当時、自分が使用していたであろう同じ型の最初に購入したソニーのカセットデッキ、とってもお世話になりました!
スピーカーはトリオ、ヤマハ、ボーズ。プリメインアンプはトリオ、アイワ、レコードプレーヤーはトリオ、テクニクス、カセットデッキはヤマハ、デンオン等々だった。
当時、自分が使用していたであろう同じ型の最初のトリオのスピーカー、これも非常にお世話になりました!
都会で大音量で鳴らすことは困難かもしれないが、田舎だと大音量で聴いたもんだ。
当時、自分が使用していたであろう同じ型の2台目のヤマハのカセットデッキ、スタイルが特徴的だった
上記の購入価格は覚えていないが、当時としては結構高かった記憶がある。構造に難があったのか長く使えなかった。自分が弾くギターやピアノの曲が手軽に録音できることに非常に意味があった。

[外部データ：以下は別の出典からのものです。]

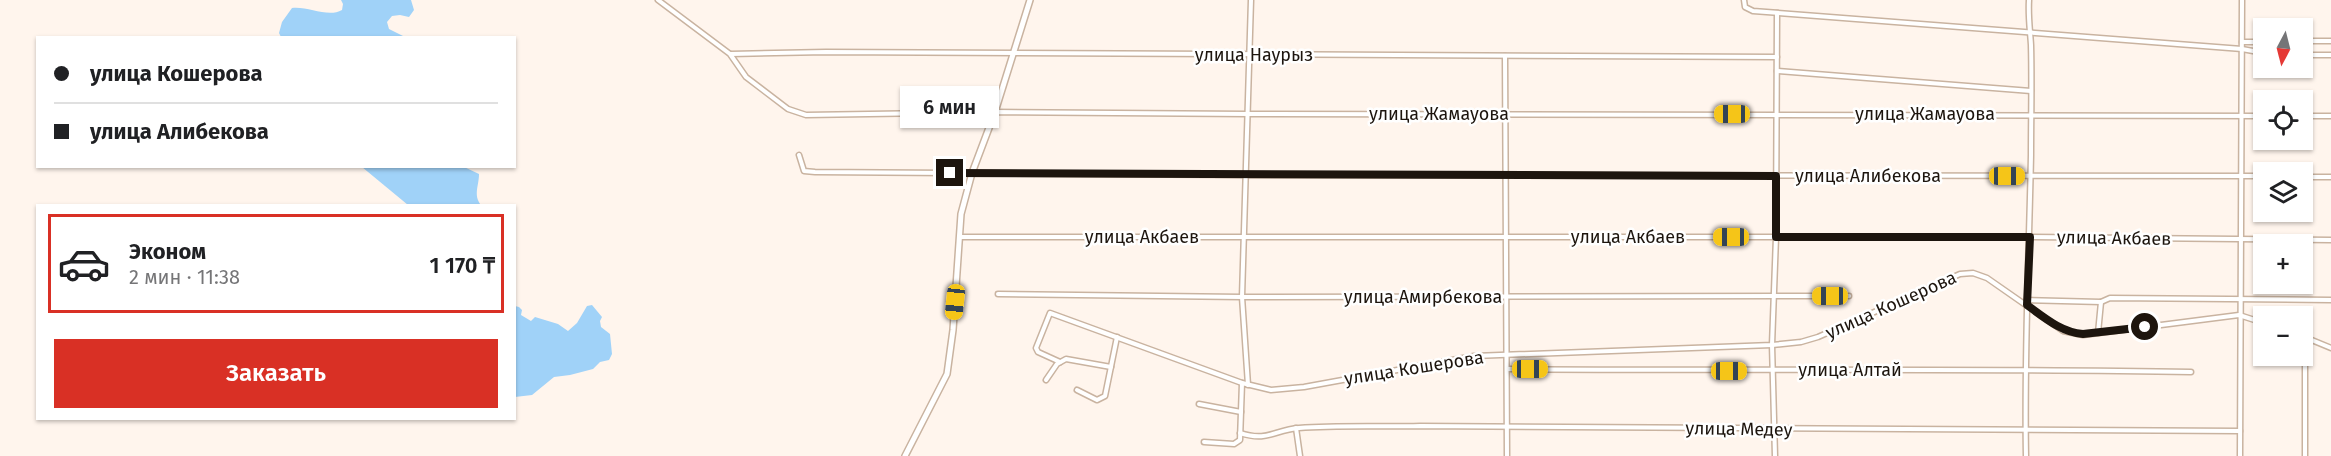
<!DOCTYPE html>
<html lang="ru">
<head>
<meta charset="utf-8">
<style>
  :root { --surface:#fff; --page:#f2f2f2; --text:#202124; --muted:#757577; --line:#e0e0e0; --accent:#d93025 }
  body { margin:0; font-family:"Fira Sans",sans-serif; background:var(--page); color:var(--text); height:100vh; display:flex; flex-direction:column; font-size:22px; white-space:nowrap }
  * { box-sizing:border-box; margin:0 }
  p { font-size:20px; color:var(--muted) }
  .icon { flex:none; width:33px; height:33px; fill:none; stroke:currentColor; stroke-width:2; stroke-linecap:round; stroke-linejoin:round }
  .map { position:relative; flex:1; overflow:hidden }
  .panel { position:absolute; left:36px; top:204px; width:480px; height:216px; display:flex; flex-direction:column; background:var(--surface); border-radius:0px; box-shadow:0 2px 4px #0004 }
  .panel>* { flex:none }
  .banner { position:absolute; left:36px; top:36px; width:480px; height:132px; border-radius:0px; box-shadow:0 2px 4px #0004; display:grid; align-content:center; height:132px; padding:0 18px; background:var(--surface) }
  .needle { width:39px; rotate:187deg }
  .buttons { position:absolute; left:2253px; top:18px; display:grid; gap:12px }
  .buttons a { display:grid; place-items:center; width:60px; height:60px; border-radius:0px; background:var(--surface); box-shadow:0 2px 4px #0004; font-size:30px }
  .end { position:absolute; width:27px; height:27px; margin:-14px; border:8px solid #1d150e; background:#fff; box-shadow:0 0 0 3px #fff }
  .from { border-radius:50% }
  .bubble { position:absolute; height:42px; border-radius:0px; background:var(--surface); box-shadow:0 2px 4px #0004; font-size:20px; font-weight:600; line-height:42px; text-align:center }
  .car { position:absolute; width:18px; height:36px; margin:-18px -9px; border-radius:8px; box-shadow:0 0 4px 2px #0007; background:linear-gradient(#f5c518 24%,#345 0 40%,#f5c518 0 76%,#345 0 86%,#f5c518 0) }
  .banner b { display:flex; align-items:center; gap:21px; height:57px; font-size:22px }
  .banner b+b { border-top:2px solid var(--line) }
  .banner i { width:15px; height:15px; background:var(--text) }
  ul { padding:10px 0 0; list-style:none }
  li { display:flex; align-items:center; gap:18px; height:99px; margin:0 12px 9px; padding:0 6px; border:3px solid var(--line); border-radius:0px }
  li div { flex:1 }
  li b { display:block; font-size:22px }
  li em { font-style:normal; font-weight:600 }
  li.active { border-color:var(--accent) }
  li>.icon { width:54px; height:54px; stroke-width:1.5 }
  .button { display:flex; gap:12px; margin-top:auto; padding:12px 18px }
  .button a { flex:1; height:69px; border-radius:0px; background:var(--accent); color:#fff; font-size:24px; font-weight:600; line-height:69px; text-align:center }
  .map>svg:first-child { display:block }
  .water { fill:#a0d2f8 }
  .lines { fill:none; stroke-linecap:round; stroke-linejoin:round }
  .street-casing { stroke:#c9b3a0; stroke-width:7 }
  .secondary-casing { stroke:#c9b3a0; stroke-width:8 }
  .street { stroke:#fff; stroke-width:4 }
  .secondary { stroke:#fff; stroke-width:5 }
  .route { stroke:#1d150e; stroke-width:8 }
  .labels { text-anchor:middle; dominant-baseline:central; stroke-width:5; stroke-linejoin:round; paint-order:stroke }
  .street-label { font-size:18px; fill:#1d150e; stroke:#fff }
</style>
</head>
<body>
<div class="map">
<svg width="2331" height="456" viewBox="0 0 2331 456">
  <rect width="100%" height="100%" fill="#fff5ed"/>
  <g class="water">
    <path d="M341,0H411L414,10L409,17L400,15L392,16L387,22L389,29L405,37H281L279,33L282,22L292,8C308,6 328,18 342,10L343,4Z"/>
    <path d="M462,166L479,174C479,186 473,195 481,205H408L362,167Z"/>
    <polygon points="592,305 602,317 600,321 601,327 610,334 612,354 609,360 600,362 593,369 570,375 554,377 532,395 515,397 515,306 519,307 522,310 521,315 531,321 535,317 558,324 568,331 577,323 587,306"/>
  </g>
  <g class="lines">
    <defs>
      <g id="street">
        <polyline points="658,0 730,54 746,77 788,109 806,115 995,112 1248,114 2264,116"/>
        <polyline points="1744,0 1745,7 1753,11 2242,49 2264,53"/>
        <polyline points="2302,41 2331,41"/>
        <polyline points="2242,42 2264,42"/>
        <polyline points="731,54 826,52 1777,57"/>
        <polyline points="2302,55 2331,55"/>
        <polyline points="1505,56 1507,456"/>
        <polyline points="1777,71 2031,91"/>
        <polyline points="2302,116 2331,116"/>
        <polyline points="799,155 804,171 815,172 1246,175 2264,176"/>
        <polyline points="2302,177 2331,177"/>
        <polyline points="960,237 2030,237 2331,240"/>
        <polyline points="998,294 1242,297 1849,296"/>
        <polyline points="2027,300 2101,302 2110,298 2331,300"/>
        <polyline points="2098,333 2101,302"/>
        <polyline points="2302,336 2331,348"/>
        <polyline points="1060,362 1038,352 1036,348 1050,313 1242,383 1271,390 1304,387 1474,356 1772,345 1801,342 1818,337 1960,274 1973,273 1987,278 2063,331 2083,335 2239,315 2264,323"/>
        <path d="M1508,369C1736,371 1964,368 2191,372"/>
        <polyline points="1046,380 1057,364 1066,359 1111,367"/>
        <polyline points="1248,385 1242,297 1251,0"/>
        <polyline points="1077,390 1097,400 1105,396 1117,337"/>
        <polyline points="1199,404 1241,412"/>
        <polyline points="1296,428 1300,456"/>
        <path d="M1240,433C1268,442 1274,430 1299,428C1339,425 1380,427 1420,426L2240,431"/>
        <polyline points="1204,442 1234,444 1240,440 1242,383"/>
        <polyline points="1775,456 1772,345 1776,237 1777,13"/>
        <path d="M2026,456C2024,356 2029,255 2031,155C2031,118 2032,82 2031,45C2030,29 2028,17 2029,0"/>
        <polyline points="2240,456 2242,0"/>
        <polyline points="2305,456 2305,337"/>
      </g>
      <polyline id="secondary" points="905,456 947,374 953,330 961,214 972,173 995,112 1030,0"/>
    </defs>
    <use href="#street" class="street-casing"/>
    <use href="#secondary" class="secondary-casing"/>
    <use href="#street" class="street"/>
    <use href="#secondary" class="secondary"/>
  </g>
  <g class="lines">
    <path class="route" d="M950,173L1776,176V237H2030L2027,305C2045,318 2061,332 2083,334L2145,327"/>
  </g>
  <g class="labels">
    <g class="street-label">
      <text x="1254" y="55">улица Наурыз</text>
      <text x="1439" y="114">улица Жамауова</text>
      <text x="1925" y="114">улица Жамауова</text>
      <text x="1868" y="176">улица Алибекова</text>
      <text x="1142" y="237">улица Акбаев</text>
      <text x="1628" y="237">улица Акбаев</text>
      <text transform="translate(2114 238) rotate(1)">улица Акбаев</text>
      <text x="1423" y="297">улица Амирбекова</text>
      <text transform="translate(1891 305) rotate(-24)">улица Кошерова</text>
      <text transform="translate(1414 368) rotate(-9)">улица Кошерова</text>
      <text x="1850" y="370">улица Алтай</text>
      <text transform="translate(1739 429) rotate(1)">улица Медеу</text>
    </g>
  </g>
</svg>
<div class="buttons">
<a><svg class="needle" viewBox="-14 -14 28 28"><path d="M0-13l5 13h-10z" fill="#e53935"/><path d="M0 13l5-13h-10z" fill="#757577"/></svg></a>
<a><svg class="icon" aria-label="locate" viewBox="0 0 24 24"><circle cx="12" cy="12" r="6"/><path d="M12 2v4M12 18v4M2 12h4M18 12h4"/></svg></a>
<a><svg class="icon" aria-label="layers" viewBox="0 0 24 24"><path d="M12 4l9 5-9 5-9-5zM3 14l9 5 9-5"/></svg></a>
<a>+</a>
<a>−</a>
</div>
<i class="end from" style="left:2145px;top:327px"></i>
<i class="end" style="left:950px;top:173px"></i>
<div class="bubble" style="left:900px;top:86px;width:99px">6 мин</div>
<i class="car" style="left:1732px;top:114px;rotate:270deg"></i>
<i class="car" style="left:2007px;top:176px;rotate:90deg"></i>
<i class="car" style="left:1731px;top:237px;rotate:270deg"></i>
<i class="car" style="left:1830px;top:296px;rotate:270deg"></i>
<i class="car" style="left:955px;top:302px;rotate:186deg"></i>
<i class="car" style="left:1530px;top:369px;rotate:90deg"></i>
<i class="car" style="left:1729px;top:371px;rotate:90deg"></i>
<div class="banner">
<b><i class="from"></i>улица Кошерова</b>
<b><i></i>улица Алибекова</b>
</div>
<section class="panel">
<ul>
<li class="active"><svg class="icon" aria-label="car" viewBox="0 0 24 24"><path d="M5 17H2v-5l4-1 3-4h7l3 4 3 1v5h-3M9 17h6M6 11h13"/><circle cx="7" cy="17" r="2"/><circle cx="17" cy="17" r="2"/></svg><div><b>Эконом</b><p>2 мин · 11:38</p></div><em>1 170 ₸</em></li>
</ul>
<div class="button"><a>Заказать</a></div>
</section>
</div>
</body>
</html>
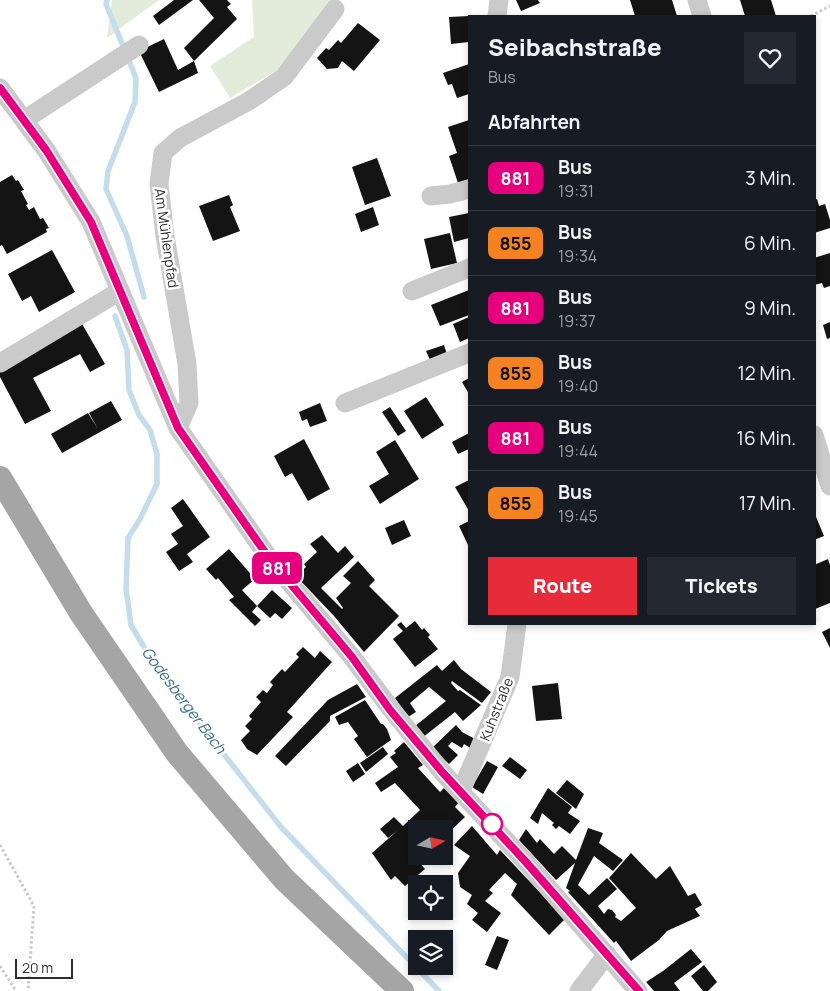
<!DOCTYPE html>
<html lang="de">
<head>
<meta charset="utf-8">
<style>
  body { margin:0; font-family:Manrope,sans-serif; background:#242831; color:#f1f3f6; height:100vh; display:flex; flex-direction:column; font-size:19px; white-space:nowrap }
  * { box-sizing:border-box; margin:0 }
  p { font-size:16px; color:#9ea1a6 }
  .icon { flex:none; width:28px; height:28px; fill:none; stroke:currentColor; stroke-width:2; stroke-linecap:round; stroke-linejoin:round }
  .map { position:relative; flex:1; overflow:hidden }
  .panel { position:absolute; left:468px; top:15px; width:348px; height:610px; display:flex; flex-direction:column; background:#171b24; border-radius:0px; box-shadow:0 2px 8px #0003 }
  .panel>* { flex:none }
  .badge { padding:0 10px; border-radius:8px; font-size:18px; line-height:32px }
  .needle { width:32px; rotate:81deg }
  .tools { position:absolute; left:408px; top:820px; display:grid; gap:10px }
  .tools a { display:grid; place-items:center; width:45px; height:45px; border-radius:0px; background:#171b24; box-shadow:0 2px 8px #0003; font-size:25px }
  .scale { position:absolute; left:15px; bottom:12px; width:58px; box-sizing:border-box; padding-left:5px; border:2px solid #2d2d2d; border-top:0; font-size:14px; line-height:18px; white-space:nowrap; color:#2d2d2d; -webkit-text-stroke:4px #fff; paint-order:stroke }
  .map>.badge { position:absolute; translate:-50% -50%; box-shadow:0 0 0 2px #fff }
  h2 { padding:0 20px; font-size:19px; line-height:45px }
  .round { display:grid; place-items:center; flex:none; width:52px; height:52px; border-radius:0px; background:#242831 }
  .summary { display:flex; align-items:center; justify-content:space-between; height:85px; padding:0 20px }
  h1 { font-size:24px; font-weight:800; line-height:38px }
  .button { display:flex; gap:10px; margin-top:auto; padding:10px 20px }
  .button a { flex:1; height:58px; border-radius:0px; background:#e72b3b; color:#fff; font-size:20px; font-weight:800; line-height:58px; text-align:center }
  .button a+a { background:#242831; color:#f1f3f6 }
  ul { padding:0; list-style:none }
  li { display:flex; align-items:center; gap:15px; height:65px; padding:0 20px; border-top:1px solid #363941 }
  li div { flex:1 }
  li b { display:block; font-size:19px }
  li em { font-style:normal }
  li .badge { min-width:55px; font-weight:700; text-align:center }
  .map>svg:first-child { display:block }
  .green { fill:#e3ebda }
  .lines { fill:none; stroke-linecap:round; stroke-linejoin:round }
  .stream { stroke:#c5ddeb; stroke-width:5.5 }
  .building { fill:#141414 }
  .path { stroke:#cacaca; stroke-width:3; stroke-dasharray:2.5 2.5; stroke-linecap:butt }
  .minor { stroke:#cacaca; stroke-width:19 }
  .major { stroke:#a5a5a5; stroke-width:24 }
  .line-casing { stroke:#fff; stroke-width:11 }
  .line { stroke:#e6007e; stroke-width:8 }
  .stop-dot { fill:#fff; stroke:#e6007e; stroke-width:2.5 }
  .labels { text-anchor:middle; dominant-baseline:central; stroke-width:5; stroke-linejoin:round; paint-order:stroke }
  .street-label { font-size:14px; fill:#2d2d2d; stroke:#fff }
  .water-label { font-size:15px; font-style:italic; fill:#3a6f90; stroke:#fff }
</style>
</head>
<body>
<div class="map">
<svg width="830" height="991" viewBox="0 0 830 991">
  <rect width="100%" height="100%" fill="#fff"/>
  <!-- green -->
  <path class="green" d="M112 0H159L107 38Z
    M252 0H333L279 69 230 98 210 66 254 37Z"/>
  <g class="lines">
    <!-- stream -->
    <path class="stream" d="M107 0 106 4 136 78 135 102 108 171 106 189 127 236 144 297
      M115 316 127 350 129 390 139 415 150 430 157 454V484L140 519 128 538 126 589 131 625 157 669 281 827 439 991"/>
  </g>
  <!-- building -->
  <path class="building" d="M174 0H193L159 25 153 16Z
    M199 0H227L231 4 227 7 237 19 194 61 198 73 159 92 139 51 164 39 178 70 194 61 184 48 214 18Z
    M516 0H538L540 3 521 11Z
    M630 0H672L677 16H635Z
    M740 0H771L776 16H745Z
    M469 16V42L451 44 449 17Z
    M358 23 380 40 354 71 342 61 338 68 327 69 317 58 326 48 329 50 338 40 341 43Z
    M469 64V94L457 98 452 84 448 85 443 73Z
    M469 120V179L458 183 449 156 457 153 448 127Z
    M377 158 391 196 365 205 352 167Z
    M12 175 16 181 18 180 24 190 21 191 28 204 26 205 29 210 34 207 40 219 43 218 49 228 46 229 47 232 7 254 2 245 0 246V182Z
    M229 195 233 205 230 207 240 231 213 241 199 206Z
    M817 199 819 206 825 204 830 220V228L814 233V200Z
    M373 207 379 225 361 232 355 214Z
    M469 213V238L454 242 449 217Z
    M450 233 457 263 431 269 424 239Z
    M52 250 75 292 39 312 31 296 22 301 8 274Z
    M830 253V286L824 288 822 283 814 285V258Z
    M469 290V315L440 326 431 305Z
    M469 317V338L460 342 453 324Z
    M81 322 105 364 90 372 80 354 33 378 51 411 25 424 0 377V369Z
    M830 322V338L827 339 823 325Z
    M444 345 447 354 430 360 426 351Z
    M469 378V394L462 382Z
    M426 397 444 425 422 439 404 411Z
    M111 401 122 420 62 453 51 434 88 413 98 429 89 413Z
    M320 403 327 421 310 427 307 419 302 421 299 412Z
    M390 407 406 431 398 436 382 412Z
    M469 433V449L458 454 452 442Z
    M304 439 330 489 308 501 292 473 285 477 274 456Z
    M395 440 419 479 380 504 369 486 389 474 376 452Z
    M469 480V511L455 487Z
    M183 499 210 537 187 554 193 562 179 571 166 552 178 544 171 534 183 526 171 508Z
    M814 512 824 536 814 540Z
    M404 520 411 536 392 545 385 528Z
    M469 521V547L459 526Z
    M322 535 338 553 345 546 354 557 321 588 342 609 343 608 336 598 351 583 343 576 358 561 375 580 369 586 399 616 364 652 334 616 296 576 306 567 304 564 317 552 310 544Z
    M229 549 255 579 242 590 257 606 252 612 261 620 255 626 229 600 234 597 218 578 216 580 206 569Z
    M828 559 830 565V603L815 609 814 565Z
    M272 590 292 608 282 619 275 613 270 618 257 606Z
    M415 621 422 630 424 628 430 635 428 637 438 649 415 667 393 639 403 631 397 625 401 622 406 628Z
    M830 628V648L822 632Z
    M303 647 315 658 320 651 332 662 287 712 293 717 257 755 247 749 241 740 250 731 245 726 252 719 249 716 261 702 256 697 263 690 267 693 273 685 270 682 282 669 285 672 299 657 296 654Z
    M454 660 461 669 491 692 482 703 452 681 451 683 458 691 460 690 481 705 463 721 455 712 422 738 414 727 446 701 429 687 410 703 416 712 408 717 395 698 437 665 442 671Z
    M558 683 562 719 536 721 532 686Z
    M357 684 366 697 330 716V721L286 766 275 756 328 700Z
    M365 700 381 724H383L387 729 391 740 367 757 354 739 358 736 348 722 339 725 335 717Z
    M456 725 462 732 477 740 472 749 464 744 462 748 452 742 448 746 458 755 449 764 432 748Z
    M404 742 423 765 418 768 440 792 444 788 458 803 455 807 465 817 444 837V829H416V856H423L418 861 425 869 405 886 395 876 391 880 372 853 397 831 388 838 380 829 394 817 403 826 420 810 395 783 381 792 375 783 398 767 390 757 396 753 394 751Z
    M383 747 388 754 366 772 360 763Z
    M510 757 527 770 520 779 502 766Z
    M487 761 498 767 483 794 472 787Z
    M358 763 365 774 353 782 346 771Z
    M567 780 584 794 576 809 556 793Z
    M548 788 572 807 568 813 580 821 570 834 559 826 556 829 552 825 554 823 542 813 538 824 530 818Z
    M472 826 497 855 500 850 565 919 549 935 511 895 517 884 505 873 489 890 493 893 485 901 501 913 487 932 472 920 478 913 467 904 472 895 460 887 458 873 470 856 454 845Z
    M588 828 603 833 599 843 623 860 613 871 594 856 578 885 589 895 607 878 617 889 598 906 604 914 608 909 612 910 616 915 615 917 621 921 636 908 609 878 631 853 656 879 670 866 688 896 695 893 702 905 695 909 700 916 667 931 659 940 631 961 616 941 614 943 568 892 570 891 566 888 575 863 556 880 519 840 526 829 537 843 540 839 554 854 562 846 576 860Z
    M497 936 509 940 497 970 485 965Z
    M691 949 702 962 674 983 680 991H654L646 982 663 971Z
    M704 965 717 982 708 991H703L691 976Z"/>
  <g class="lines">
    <!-- path -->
    <path class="path" d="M811 16 830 6
      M0 845 34 906 28 991
      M0 966 16 991"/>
    <!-- minor -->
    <path class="minor" d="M697 0 702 16
      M497 16 499 0
      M0 88 46 150 91 222 178 428 269 558 352 657 391 709 443 773 525 861 638 991
      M24 120 139 45
      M431 196 450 194 469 189
      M412 291 469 268
      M0 363 120 291
      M345 403 469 353
      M178 428 189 403 187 364 165 236 159 184 163 153 180 138 249 101 284 77 335 9
      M814 435 830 486
      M461 791 510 677 517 624
      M579 991 607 954"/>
    <!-- major -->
    <path class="major" d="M0 478 81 613 177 753 284 879 402 991"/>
  </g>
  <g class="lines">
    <!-- line casing -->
    <g class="line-casing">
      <path id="line" d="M0 88 46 150 91 222 178 428 269 558 352 657 390 710 443 773 525 861 639 991"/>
    </g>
    <!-- line -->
    <use href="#line" class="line"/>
  </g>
  <!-- markers -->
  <circle class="stop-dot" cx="492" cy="824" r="10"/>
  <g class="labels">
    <!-- street labels -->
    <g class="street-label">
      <text transform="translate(167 238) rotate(82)">Am Mühlenpfad</text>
      <text transform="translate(496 709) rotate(-68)">Kuhstraße</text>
    </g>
    <!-- water labels -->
    <g class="water-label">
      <text transform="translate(184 700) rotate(53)">Godesberger Bach</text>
    </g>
  </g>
</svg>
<div class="tools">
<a><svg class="needle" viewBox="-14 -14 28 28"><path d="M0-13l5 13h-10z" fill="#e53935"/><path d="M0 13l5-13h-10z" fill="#9ea1a6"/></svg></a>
<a><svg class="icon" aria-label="locate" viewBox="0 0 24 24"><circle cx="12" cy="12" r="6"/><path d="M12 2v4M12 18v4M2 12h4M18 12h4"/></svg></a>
<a><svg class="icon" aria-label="layers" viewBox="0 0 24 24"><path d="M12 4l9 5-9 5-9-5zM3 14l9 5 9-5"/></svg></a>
</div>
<div class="scale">20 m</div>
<b class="badge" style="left:277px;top:568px;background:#e6007e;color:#fff">881</b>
<section class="panel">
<div class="summary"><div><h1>Seibachstraße</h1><p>Bus</p></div><a class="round"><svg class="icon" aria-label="heart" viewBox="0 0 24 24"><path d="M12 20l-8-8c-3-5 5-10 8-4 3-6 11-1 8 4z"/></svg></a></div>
<h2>Abfahrten</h2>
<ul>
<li><span class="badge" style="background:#e6007e;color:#fff">881</span><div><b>Bus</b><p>19:31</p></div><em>3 Min.</em></li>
<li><span class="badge" style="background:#f58220;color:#111">855</span><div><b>Bus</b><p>19:34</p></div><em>6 Min.</em></li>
<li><span class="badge" style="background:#e6007e;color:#fff">881</span><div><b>Bus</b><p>19:37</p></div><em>9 Min.</em></li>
<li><span class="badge" style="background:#f58220;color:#111">855</span><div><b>Bus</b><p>19:40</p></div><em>12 Min.</em></li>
<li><span class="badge" style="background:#e6007e;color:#fff">881</span><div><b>Bus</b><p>19:44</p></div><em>16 Min.</em></li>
<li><span class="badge" style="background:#f58220;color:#111">855</span><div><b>Bus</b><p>19:45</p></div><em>17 Min.</em></li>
</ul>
<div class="button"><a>Route</a><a>Tickets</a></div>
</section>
</div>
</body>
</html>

当時、自分が使用していたであろう同じ型の 2台目に購入したテクニクスのレコードプレーヤー、これも非常にお世話になりました!
30歳以下の人は、円盤をターンテーブルに置いて音楽を聴いたことがないことだろう。半分は捨てたが、捨てれないLPレコードが300枚ほど自宅の押し入れに今だ眠っている。
初期のレコードプレーヤーはベルトドライブ方式だったが、上記の製品はダイレクトドライブ方式。
ベルトドライブとは回転するモーターがゴムを利用してターンテーブルを回す原始的な方式だが、ダイレクトドライブとは直接モーターがターンテーブルを回す方式だ。モーターの性能が向上した故だ。
しかし、昨今アナログレコードが秘かな人気となり、10万円を軽く超える高級レコードプレーヤーの殆どはベルトドライブ方式となっている。実はこれには深い意味がある。
当時、自分が使用していたであろう同じ型に近い3台目に購入したデンオンのカセットデッキ
夜、部屋の電気を消して音楽を聴くと、オーディオ製品の照明が暗闇に映えてとても綺麗だった。
次第にオーディオ機器の性能が向上し、低価格で高品質な音を手軽に楽しめるようになった。こんなCDラジカセでも音に強い拘りがなければ十分に楽しめた。
そして、バブル崩壊後の多くのオーディオメーカーは、次々と姿を消したか別会社に吸収された。
オーディオの名門ブランドであるサンスイは2014年に倒産した。つい数年前まで頑張った。本当にお疲れ様でした。
オーディオ企業の歴史をたどると、まさに近代の人類の技術の進化を見てとれる。今やアナログレコードを駆逐したCDでさえも生き残りが怪しい時代なのだ。